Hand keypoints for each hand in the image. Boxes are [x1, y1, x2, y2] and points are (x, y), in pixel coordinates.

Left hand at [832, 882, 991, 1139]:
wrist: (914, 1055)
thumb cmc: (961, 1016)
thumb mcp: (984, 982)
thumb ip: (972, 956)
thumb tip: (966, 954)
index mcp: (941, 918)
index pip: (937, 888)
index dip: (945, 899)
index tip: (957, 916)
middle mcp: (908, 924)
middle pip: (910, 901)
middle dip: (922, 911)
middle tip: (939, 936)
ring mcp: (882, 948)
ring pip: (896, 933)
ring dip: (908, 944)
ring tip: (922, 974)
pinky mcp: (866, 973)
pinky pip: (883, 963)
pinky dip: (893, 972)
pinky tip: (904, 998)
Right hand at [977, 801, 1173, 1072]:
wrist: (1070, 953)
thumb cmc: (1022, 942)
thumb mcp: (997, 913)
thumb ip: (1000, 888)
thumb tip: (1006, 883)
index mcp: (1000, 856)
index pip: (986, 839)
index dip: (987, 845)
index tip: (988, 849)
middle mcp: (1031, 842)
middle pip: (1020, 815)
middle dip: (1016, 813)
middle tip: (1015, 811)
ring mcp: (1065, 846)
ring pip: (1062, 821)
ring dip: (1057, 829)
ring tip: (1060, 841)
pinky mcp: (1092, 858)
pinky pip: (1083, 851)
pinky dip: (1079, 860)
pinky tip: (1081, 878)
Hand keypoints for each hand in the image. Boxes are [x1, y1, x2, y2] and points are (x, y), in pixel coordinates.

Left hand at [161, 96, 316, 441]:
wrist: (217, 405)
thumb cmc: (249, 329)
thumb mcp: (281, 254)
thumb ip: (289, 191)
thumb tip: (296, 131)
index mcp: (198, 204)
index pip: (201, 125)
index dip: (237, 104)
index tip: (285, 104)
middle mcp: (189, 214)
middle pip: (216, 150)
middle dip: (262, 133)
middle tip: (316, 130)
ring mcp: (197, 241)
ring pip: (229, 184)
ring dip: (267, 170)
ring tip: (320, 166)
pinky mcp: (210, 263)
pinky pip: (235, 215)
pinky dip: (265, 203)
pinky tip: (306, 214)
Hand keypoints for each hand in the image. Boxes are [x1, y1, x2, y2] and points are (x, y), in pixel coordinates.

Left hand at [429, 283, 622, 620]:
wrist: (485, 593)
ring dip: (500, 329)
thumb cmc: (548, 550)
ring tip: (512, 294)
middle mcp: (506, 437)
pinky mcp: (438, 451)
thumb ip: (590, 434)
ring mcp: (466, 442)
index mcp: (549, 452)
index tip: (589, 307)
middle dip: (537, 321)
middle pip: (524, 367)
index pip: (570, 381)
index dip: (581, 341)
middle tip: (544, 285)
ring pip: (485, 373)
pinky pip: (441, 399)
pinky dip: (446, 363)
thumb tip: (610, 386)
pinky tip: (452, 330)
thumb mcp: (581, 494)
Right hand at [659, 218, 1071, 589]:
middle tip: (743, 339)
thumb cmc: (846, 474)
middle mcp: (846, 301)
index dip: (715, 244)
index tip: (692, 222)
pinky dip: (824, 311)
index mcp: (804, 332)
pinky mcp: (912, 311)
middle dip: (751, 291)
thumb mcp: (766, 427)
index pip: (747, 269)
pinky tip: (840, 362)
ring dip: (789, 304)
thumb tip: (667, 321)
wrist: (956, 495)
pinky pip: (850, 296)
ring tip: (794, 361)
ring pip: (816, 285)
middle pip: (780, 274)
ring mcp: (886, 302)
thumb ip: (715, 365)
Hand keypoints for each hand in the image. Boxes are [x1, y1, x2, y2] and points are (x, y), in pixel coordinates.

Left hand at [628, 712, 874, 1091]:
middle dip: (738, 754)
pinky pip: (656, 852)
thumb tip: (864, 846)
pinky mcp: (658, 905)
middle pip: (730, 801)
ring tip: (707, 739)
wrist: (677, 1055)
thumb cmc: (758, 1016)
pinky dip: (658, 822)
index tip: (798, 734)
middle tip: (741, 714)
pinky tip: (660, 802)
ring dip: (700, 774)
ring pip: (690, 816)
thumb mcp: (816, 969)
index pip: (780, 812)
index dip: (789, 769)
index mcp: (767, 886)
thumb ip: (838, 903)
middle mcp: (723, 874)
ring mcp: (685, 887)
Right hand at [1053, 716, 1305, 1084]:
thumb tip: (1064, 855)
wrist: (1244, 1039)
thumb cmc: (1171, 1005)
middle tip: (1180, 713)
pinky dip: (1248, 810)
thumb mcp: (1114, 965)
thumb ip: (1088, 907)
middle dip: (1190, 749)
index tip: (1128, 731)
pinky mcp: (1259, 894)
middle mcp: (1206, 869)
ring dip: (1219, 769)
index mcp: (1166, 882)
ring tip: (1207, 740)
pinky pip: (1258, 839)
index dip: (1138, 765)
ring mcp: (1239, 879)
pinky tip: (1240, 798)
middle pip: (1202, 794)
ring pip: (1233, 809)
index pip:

§ §

# Your objective
Write out all records exactly, keeping every detail.

# Response
Hand keypoints for each hand in the image. Boxes are [x1, y1, x2, y2] and points are (x, y), in pixel coordinates.

Left hand at [832, 882, 991, 1139]:
wrist: (914, 1055)
thumb cmc: (961, 1016)
thumb mcp: (984, 982)
thumb ip: (972, 956)
thumb tip: (966, 954)
index mcp: (941, 918)
index pip: (937, 888)
index dip: (945, 899)
index tip: (957, 916)
middle mcp: (908, 924)
middle pip: (910, 901)
middle dip: (922, 911)
middle tip: (939, 936)
ring mcp: (882, 948)
ring pip: (896, 933)
ring dip: (908, 944)
ring tip: (922, 974)
pinky mcp: (866, 973)
pinky pip: (883, 963)
pinky dip: (893, 972)
pinky tip: (904, 998)
Right hand at [977, 801, 1173, 1072]:
wrist: (1070, 953)
thumb cmc: (1022, 942)
thumb mcp: (997, 913)
thumb ip: (1000, 888)
thumb tip: (1006, 883)
index mcp: (1000, 856)
index pip: (986, 839)
index dip: (987, 845)
index tip: (988, 849)
middle mcp: (1031, 842)
middle pip: (1020, 815)
middle dip: (1016, 813)
middle tip: (1015, 811)
ring mcp: (1065, 846)
ring pip: (1062, 821)
ring dip: (1057, 829)
ring tip: (1060, 841)
pinky mcp: (1092, 858)
pinky pip: (1083, 851)
pinky dip: (1079, 860)
pinky tip: (1081, 878)
Hand keypoints for each hand in the image. Boxes are [x1, y1, x2, y2] and points are (x, y), in pixel coordinates.

Left hand at [161, 96, 316, 441]:
wrist: (217, 405)
thumb cmc: (249, 329)
thumb mcp: (281, 254)
thumb ip: (289, 191)
thumb tip: (296, 131)
index mcp: (198, 204)
index pip: (201, 125)
index dip: (237, 104)
index tip: (285, 104)
middle mcp: (189, 214)
middle pip: (216, 150)
middle dip: (262, 133)
middle tip: (316, 130)
ring mcp: (197, 241)
ring pip: (229, 184)
ring dip: (267, 170)
ring tip: (320, 166)
pinky mcp: (210, 263)
pinky pip: (235, 215)
pinky dip: (265, 203)
pinky tip: (306, 214)
Hand keypoints for each hand in the image. Boxes are [x1, y1, x2, y2] and points are (x, y), in pixel coordinates.

Left hand at [429, 283, 622, 620]:
wrist: (485, 593)
ring dip: (500, 329)
thumb cmc: (548, 550)
ring tip: (512, 294)
middle mcp: (506, 437)
pinky mcp: (438, 451)
thumb ip: (590, 434)
ring mcp: (466, 442)
index mcp: (549, 452)
index tip: (589, 307)
middle dip: (537, 321)
middle pip: (524, 367)
index pip: (570, 381)
index dip: (581, 341)
middle tip: (544, 285)
ring pip: (485, 373)
pinky pip: (441, 399)
pinky dip: (446, 363)
thumb tip: (610, 386)
pinky tip: (452, 330)
thumb mcp: (581, 494)
Right hand at [659, 218, 1071, 589]:
middle tip: (743, 339)
thumb cmc: (846, 474)
middle mcp: (846, 301)
index dip: (715, 244)
index tip: (692, 222)
pinky dip: (824, 311)
index mcp: (804, 332)
pinky mcp: (912, 311)
middle dip: (751, 291)
thumb mcp: (766, 427)
index pip: (747, 269)
pinky tip: (840, 362)
ring dip: (789, 304)
thumb tip: (667, 321)
wrist: (956, 495)
pinky pip: (850, 296)
ring tip: (794, 361)
ring pip: (816, 285)
middle pip: (780, 274)
ring mcp: (886, 302)
thumb ip: (715, 365)
Hand keypoints for each hand in the image. Boxes are [x1, y1, x2, y2] and points are (x, y), in pixel coordinates.

Left hand at [628, 712, 874, 1091]:
middle dip: (738, 754)
pinky pip: (656, 852)
thumb tip: (864, 846)
pinky mcp: (658, 905)
middle pip: (730, 801)
ring tip: (707, 739)
wrist: (677, 1055)
thumb cmc: (758, 1016)
pinky dip: (658, 822)
index tip: (798, 734)
middle tip: (741, 714)
pinky tip: (660, 802)
ring dip: (700, 774)
ring pip: (690, 816)
thumb mcp: (816, 969)
index pip: (780, 812)
index dip: (789, 769)
index mcp: (767, 886)
thumb ip: (838, 903)
middle mcp: (723, 874)
ring mcp: (685, 887)
Right hand at [1053, 716, 1305, 1084]:
thumb tip: (1064, 855)
wrist: (1244, 1039)
thumb cmc: (1171, 1005)
middle tip: (1180, 713)
pinky dip: (1248, 810)
thumb mcp: (1114, 965)
thumb ip: (1088, 907)
middle dip: (1190, 749)
index tip: (1128, 731)
pinky mcp: (1259, 894)
middle mcp: (1206, 869)
ring dip: (1219, 769)
index mcp: (1166, 882)
ring tip: (1207, 740)
pinky pip: (1258, 839)
index dip: (1138, 765)
ring mcp: (1239, 879)
pinky tip: (1240, 798)
middle pip: (1202, 794)
ring pip: (1233, 809)
index pip:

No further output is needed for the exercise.